I’m a tech ops kind of guy, having spent the bulk of my career monitoring performance and building systems. I spent many years at a transaction-heavy company called Betfair.
It’s a peer-to-peer gambling site where customers set the odds and gamble against each other online. Speed was and is critical to the site’s success. Sluggish transactions mean that a customer could lose money or potentially lose out on a profitable deal.
The ability to monitor and troubleshoot systems at a low level of granularity was critical. Of course, there weren’t any commercial tools available to do that. The best we could do for monitoring back-end (Oracle) performance (and this was 10 years ago) was to get 15 minute-slices of data. That’s an eternity in the world of network and application monitoring.
Fortuitously, I met a guy who was (truly) operating a software business in his garage down the road. He said he had a product that could deliver one-minute slices of data. I replied, that’s nice, and certainly better than what we had, but what we really needed was one-second data.
>See also: 9 steps to realising the benefits of big data’s promise
Betfair's customers bet on sporting events, like football, while a match is in progress. Hence usage is highly event-driven – a goal being scored, a penalty or red card occurring.
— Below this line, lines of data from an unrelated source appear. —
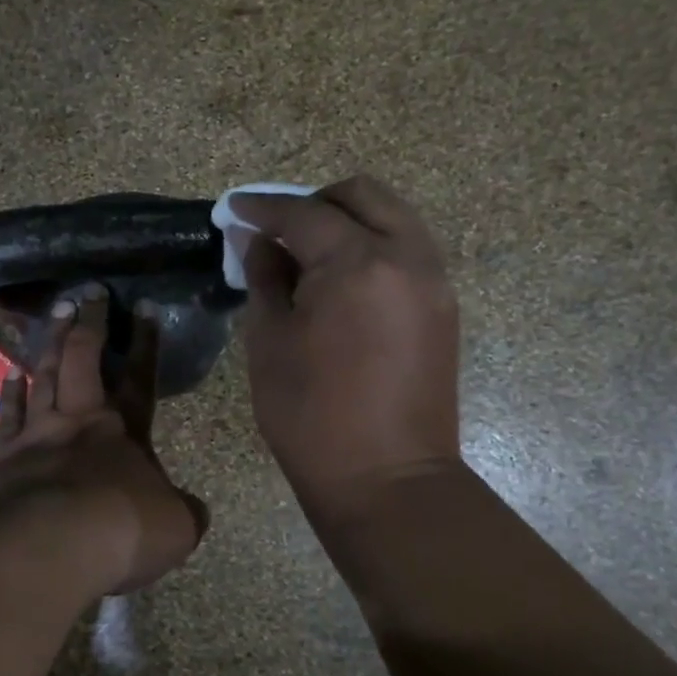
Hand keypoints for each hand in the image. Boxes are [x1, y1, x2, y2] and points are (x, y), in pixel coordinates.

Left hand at [0, 287, 208, 594]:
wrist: (51, 549)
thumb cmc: (123, 532)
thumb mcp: (177, 528)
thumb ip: (184, 511)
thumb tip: (187, 509)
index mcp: (126, 431)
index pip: (140, 377)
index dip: (144, 342)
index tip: (144, 306)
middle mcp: (80, 421)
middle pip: (84, 360)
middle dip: (89, 324)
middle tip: (87, 293)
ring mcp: (38, 435)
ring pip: (44, 375)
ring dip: (51, 342)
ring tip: (55, 314)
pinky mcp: (5, 458)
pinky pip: (9, 415)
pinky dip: (11, 391)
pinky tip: (12, 372)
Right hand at [236, 175, 460, 518]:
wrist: (387, 479)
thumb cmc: (311, 416)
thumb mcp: (270, 342)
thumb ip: (264, 278)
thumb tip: (256, 240)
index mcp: (358, 263)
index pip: (304, 213)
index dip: (263, 207)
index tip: (234, 208)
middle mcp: (407, 256)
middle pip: (362, 195)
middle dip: (314, 202)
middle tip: (276, 230)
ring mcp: (433, 281)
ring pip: (392, 218)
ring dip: (347, 221)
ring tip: (308, 255)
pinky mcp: (442, 307)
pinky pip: (407, 250)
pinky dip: (372, 246)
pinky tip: (341, 280)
This results in short periods of intense system activity.
We simply had no clue, mining our Oracle database, what was happening during those peak periods of usage. Our new garage entrepreneur friend came back with a one-second monitoring tool.
His application was hard to use, with a messy interface. Yet we were able to achieve some wonderful performance improvements using it, and we could finally understand why slowdowns were occurring. The guy definitely had something going on: he later sold his application to a major IT monitoring vendor.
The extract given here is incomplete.